La revisión tarifaria y las decisiones regulatorias deben responder al interés público, la transparencia y las metas de energía renovable del país
Por Alfredo Vivoni
Presidente del Frente Unido Pro-Defensa del Valle de Lajas
El servicio eléctrico en Puerto Rico es un derecho fundamental que impacta la vida de las y los que habitamos esta Isla, impacta nuestra salud, la vivienda y nuestra dignidad. Sin electricidad, muchas áreas no contarían con agua potable, las escuelas no podrían operar y la participación social y económica se vería trastocada.
LUMA Energy es la compañía privada contratada por el gobierno para operar el sistema de transmisión y distribución de la energía y otros aspectos del servicio eléctrico que no sean generación, función que se le delegó a Genera PR.
Es el Negociado de Energía de Puerto Rico (NEPR), la instancia oficial del gobierno con la autoridad para reglamentar y supervisar el servicio eléctrico; esto incluye tomar determinaciones acerca del servicio que LUMA y Genera proveen.
Por lo que hemos podido notar en los meses de marzo y abril de 2026, las acciones del NEPR (quien debe proteger los intereses de los que consumen energía) sugieren una tendencia hacia favorecer a LUMA, Genera y otras compañías eléctricas privadas. Mientras lo hace, coarta la participación ciudadana en procesos que deben ser transparentes.
Durante el mes de febrero de 2026, se llevaron a cabo vistas públicas celebradas por el NEPR a raíz de la solicitud de revisión tarifaria. LUMA y Genera solicitaron alzas oportunistas y rechazaban instancias de mayor supervisión por parte del NEPR. Como proceso político (no partidista) este es uno de los momentos en los que el gobierno tiene la oportunidad de escuchar y leer las intervenciones de personas que consumen energía a diario y de conectarse con las visiones que expresan los participantes de cómo desarrollar la energía en Puerto Rico.
Esto no es poca cosa. La transparencia es requerida en sociedades como la nuestra, que muchos identifican como democráticas. El mismo NEPR ha reconocido la importancia de la participación ciudadana en estos procesos.
Durante el mes de febrero se llevó a cabo un primer tramo de vistas públicas y posteriormente, en marzo se recibieron los comentarios escritos. A fines de marzo, LUMA somete ante el NEPR una solicitud para que se excluyeran los extensos comentarios públicos, sometidos en marzo (entre otros) por las cinco organizaciones a través de su representación legal en rechazo a los aumentos solicitados.
El problema adviene cuando un Oficial Examinador contratado por el NEPR accede a dicho atropello. LUMA quiso limitar y censurar nuestros planteamientos. El proceso favorece a LUMA y a Genera PR. Nuestros comentarios, hechos con un aprecio y responsabilidad hacia las y los abonados, están ausentes de la Resolución y Orden Final del NEPR. Aquellos abonados de bajos ingresos que no han podido adquirir o arrendar sistemas de placas solares y baterías y los que han tomado acción para reducir su consumo energético, serán de los más afectados.

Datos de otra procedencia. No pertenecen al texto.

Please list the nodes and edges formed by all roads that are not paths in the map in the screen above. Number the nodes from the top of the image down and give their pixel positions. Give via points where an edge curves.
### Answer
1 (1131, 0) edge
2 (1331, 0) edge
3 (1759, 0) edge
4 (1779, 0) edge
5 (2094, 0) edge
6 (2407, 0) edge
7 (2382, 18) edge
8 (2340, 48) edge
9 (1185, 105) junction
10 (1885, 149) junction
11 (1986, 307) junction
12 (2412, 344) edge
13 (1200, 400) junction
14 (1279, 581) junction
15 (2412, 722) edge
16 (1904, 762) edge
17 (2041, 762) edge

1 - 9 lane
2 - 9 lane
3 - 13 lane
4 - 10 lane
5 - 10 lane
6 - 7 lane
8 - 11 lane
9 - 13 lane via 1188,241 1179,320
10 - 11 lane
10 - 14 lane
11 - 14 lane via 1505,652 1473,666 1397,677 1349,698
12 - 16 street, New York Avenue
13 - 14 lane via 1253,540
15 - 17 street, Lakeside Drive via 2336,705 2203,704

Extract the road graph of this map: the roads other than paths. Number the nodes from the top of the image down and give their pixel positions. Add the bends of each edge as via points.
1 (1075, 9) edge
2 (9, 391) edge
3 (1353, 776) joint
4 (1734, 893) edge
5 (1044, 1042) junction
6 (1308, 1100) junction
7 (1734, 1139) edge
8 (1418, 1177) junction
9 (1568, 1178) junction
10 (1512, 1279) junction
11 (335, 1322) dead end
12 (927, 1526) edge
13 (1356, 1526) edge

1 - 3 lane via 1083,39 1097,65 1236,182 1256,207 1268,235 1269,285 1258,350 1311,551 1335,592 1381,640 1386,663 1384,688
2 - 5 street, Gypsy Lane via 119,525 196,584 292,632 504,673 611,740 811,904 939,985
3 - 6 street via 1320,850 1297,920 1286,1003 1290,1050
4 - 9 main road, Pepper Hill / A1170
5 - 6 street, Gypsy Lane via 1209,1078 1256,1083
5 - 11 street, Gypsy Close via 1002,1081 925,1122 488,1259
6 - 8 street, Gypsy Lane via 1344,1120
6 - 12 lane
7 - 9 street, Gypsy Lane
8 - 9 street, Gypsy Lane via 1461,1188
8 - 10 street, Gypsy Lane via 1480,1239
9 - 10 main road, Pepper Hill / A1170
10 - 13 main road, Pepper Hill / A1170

Entendemos que esto es un abuso de poder y queo representa la política pública energética de nuestro País.
La Ley de Política Pública Energética (Ley 17 de 2019) establece como meta un sistema eléctrico moderno, confiable y 100% renovable para el año 2050. Las determinaciones del NEPR en este proceso de revisión tarifaria no responden a esta política pública pues afirman (favoreciendo a LUMA y a Genera) la continuación irrestricta de los combustibles fósiles como fuente de generación y sus inevitables consecuencias desastrosas.
Abogamos por un sistema distribuido de energía basado en placas fotovoltaicas en los techos de los hogares y baterías de almacenamiento, protegiendo los terrenos agrícolas y de valor ecológicos, como lo propone la organización Queremos Sol.
CAMBIO, el Comité Yabucoeño Pro-Calidad de Vida, Inc., el Comité Diálogo Ambiental, Inc., El Puente de Williamsburg, Inc., y el Frente Unido Pro-Defensa del Valle de Lajas, Inc., solicitamos transparencia del NEPR y compromiso real con las metas de energía renovable que establece la Ley 17 de 2019.